Dataset content –
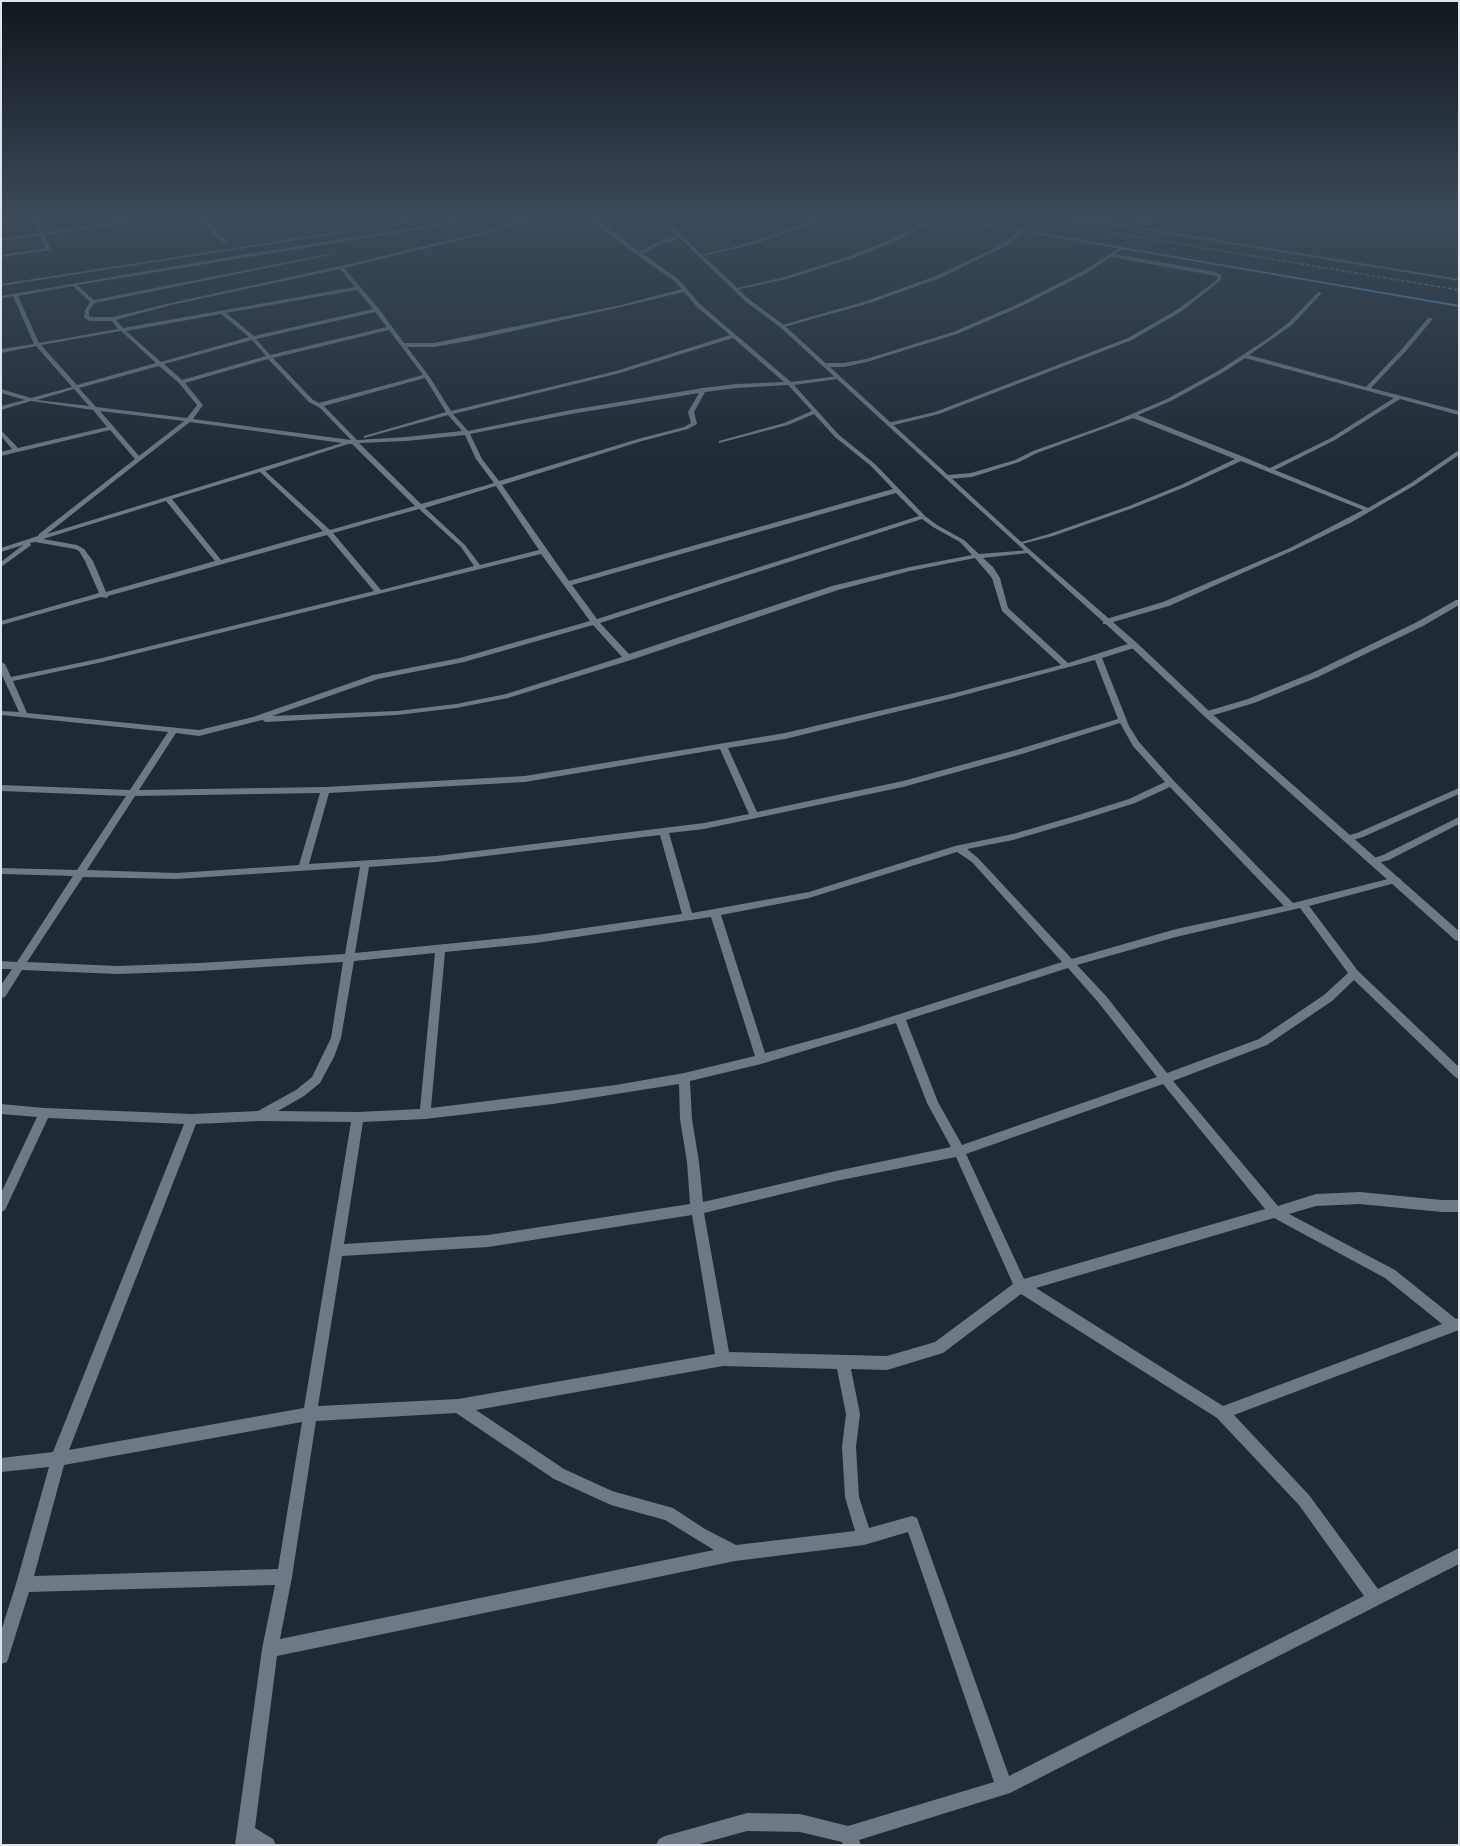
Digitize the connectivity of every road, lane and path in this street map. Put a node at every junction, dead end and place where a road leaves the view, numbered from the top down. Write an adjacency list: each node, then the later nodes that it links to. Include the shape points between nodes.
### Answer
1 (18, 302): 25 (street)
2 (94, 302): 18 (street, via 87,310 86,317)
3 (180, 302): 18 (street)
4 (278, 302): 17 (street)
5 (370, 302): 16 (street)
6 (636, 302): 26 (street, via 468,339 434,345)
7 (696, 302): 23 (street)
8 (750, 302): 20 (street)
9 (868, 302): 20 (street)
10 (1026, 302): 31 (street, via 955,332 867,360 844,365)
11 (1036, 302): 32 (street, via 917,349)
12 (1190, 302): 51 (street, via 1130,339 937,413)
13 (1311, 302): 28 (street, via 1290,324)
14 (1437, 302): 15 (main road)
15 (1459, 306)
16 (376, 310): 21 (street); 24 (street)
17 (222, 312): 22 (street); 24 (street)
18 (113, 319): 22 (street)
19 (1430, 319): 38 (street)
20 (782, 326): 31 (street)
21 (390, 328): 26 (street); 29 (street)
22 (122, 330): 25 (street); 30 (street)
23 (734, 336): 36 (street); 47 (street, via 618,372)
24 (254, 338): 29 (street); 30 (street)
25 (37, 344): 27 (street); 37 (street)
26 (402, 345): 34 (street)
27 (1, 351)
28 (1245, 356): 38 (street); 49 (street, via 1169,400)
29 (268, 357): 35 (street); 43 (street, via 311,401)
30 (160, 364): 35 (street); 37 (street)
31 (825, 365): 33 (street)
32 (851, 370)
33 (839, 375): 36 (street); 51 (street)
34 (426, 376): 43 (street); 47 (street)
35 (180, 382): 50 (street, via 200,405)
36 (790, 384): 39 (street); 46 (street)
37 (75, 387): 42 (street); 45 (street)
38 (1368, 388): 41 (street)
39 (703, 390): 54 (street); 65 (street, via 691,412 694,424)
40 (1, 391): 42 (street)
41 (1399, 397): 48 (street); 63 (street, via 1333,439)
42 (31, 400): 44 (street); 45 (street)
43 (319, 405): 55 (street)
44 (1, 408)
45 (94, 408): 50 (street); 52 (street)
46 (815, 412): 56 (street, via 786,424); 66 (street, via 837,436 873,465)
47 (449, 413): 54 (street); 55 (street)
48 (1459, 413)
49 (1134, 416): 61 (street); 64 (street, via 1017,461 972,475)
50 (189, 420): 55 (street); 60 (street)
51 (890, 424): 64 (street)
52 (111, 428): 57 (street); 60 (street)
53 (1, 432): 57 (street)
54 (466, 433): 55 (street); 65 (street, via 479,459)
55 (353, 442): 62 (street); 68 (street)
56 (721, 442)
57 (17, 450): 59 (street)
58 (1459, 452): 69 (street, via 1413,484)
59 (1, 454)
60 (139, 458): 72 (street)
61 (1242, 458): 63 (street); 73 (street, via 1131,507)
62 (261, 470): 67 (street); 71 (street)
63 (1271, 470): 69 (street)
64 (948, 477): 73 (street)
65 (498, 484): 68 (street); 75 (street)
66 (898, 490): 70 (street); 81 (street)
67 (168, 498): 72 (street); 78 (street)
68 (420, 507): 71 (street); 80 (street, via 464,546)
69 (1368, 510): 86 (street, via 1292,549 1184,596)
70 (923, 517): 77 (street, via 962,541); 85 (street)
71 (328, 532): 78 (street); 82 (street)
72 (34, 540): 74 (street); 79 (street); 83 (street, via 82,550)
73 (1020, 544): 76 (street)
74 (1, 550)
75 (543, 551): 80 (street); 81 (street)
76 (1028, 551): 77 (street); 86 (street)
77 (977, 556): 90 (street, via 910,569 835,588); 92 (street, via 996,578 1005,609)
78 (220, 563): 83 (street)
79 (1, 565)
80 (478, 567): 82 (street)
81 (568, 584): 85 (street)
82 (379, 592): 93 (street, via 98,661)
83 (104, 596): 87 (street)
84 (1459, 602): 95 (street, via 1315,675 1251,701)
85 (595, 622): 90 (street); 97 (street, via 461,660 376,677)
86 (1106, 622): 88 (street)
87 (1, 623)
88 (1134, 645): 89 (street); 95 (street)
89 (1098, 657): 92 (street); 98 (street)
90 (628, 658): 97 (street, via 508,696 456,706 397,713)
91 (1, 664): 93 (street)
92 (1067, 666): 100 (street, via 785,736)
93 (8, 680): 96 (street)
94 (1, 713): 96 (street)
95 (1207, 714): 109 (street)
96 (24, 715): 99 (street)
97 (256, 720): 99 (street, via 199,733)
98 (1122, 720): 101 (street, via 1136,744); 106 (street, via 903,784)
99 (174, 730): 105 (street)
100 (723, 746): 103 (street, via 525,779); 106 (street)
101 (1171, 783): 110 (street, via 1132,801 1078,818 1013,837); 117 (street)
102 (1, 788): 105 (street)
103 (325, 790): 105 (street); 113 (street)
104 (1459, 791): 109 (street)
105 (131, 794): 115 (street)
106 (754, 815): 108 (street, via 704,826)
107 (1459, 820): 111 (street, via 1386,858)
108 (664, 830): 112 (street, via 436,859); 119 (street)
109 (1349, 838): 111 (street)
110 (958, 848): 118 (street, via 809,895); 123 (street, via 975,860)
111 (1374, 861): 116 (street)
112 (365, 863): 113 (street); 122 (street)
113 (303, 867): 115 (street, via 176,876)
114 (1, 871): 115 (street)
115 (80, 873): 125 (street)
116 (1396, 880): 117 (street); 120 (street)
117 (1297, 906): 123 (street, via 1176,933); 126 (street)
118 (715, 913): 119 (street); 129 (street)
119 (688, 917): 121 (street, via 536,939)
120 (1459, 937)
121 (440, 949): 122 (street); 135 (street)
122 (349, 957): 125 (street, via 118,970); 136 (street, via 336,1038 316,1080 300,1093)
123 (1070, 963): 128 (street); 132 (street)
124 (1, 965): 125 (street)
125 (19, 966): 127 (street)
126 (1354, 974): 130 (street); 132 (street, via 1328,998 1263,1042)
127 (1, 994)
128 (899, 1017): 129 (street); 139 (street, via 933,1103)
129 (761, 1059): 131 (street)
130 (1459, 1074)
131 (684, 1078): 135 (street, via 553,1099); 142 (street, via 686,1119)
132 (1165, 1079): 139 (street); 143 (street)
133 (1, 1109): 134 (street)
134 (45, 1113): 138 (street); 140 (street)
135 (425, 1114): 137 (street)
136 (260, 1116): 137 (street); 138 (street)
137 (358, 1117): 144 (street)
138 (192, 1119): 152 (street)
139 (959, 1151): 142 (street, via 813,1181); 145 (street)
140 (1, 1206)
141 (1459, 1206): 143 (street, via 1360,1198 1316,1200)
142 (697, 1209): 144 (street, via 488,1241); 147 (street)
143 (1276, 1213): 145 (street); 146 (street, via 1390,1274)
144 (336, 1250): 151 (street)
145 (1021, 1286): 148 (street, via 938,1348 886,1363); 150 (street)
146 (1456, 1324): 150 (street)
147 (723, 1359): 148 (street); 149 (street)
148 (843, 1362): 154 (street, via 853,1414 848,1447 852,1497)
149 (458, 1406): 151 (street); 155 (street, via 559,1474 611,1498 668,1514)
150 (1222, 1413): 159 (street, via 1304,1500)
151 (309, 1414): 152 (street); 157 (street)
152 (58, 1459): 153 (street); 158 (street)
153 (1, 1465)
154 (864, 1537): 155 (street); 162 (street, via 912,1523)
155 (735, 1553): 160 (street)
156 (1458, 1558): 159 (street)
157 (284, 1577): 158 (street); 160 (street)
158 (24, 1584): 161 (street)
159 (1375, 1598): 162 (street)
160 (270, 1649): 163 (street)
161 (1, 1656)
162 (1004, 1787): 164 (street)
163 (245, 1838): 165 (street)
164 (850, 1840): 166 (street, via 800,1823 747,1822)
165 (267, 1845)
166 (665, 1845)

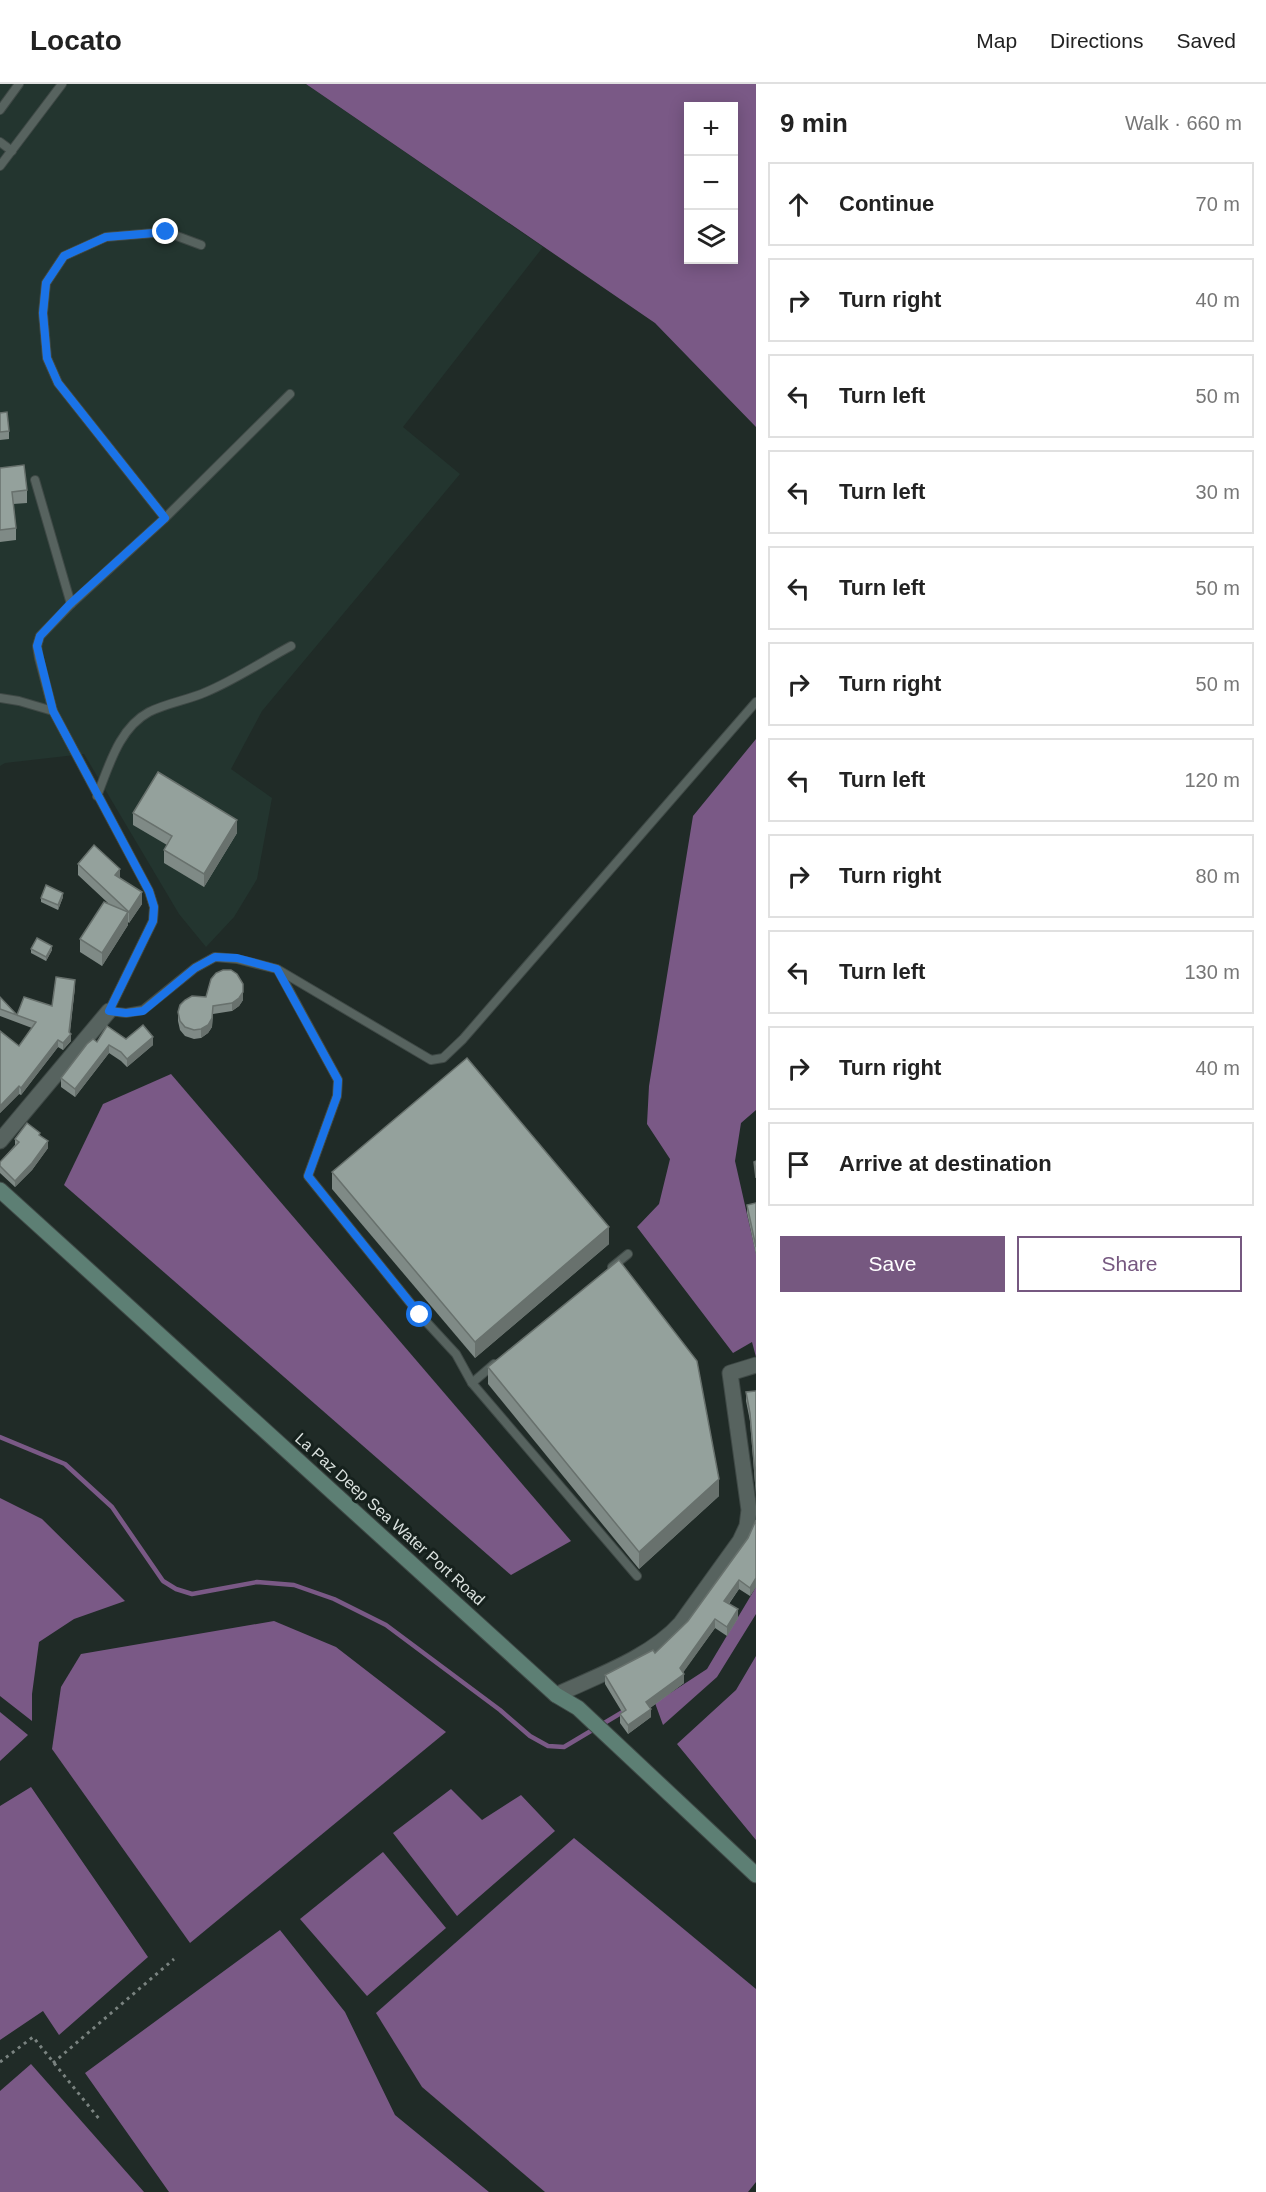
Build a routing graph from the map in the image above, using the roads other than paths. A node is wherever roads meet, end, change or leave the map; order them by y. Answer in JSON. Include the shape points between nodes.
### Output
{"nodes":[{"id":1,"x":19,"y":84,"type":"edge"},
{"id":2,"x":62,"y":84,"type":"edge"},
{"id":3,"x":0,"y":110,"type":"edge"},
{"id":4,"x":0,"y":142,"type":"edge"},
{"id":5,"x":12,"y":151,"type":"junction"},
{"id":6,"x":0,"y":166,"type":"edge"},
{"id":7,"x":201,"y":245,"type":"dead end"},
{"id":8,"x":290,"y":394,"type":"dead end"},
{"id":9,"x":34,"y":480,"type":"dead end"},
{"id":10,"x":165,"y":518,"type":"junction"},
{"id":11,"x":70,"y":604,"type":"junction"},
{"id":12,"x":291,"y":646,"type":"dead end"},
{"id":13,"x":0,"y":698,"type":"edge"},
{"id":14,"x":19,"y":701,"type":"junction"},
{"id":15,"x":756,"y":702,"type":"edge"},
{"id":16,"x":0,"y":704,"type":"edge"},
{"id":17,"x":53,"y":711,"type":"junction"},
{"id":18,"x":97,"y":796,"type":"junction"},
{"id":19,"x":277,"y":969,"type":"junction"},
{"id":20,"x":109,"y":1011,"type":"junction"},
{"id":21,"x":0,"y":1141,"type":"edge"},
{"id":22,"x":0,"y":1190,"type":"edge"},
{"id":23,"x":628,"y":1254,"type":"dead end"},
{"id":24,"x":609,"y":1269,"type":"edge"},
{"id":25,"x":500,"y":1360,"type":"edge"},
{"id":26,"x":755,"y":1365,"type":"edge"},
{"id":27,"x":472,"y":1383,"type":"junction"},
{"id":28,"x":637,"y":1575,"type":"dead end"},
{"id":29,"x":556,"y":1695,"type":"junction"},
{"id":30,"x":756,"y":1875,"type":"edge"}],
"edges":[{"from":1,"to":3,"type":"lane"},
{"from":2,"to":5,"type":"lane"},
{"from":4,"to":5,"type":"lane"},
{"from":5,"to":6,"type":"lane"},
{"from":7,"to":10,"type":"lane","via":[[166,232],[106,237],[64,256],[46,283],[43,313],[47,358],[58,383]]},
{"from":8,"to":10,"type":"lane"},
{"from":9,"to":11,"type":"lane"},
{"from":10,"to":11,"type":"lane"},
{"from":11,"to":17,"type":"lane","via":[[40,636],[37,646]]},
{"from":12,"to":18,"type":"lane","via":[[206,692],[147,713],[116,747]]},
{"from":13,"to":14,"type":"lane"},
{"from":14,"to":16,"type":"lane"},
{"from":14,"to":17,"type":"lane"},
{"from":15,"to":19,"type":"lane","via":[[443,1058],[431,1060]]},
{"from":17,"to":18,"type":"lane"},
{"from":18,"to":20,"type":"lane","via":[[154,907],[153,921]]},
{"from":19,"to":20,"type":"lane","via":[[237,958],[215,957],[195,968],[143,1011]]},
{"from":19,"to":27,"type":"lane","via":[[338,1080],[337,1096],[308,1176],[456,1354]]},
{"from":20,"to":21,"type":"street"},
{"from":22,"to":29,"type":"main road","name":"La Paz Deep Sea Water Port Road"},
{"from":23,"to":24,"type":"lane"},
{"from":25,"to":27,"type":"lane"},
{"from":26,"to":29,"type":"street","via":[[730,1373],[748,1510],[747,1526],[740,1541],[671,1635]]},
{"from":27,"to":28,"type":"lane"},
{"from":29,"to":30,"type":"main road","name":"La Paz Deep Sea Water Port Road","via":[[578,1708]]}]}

What is needed – Work out how many lines in the entries above include the word "points". Respond with only the number.

Answer – 2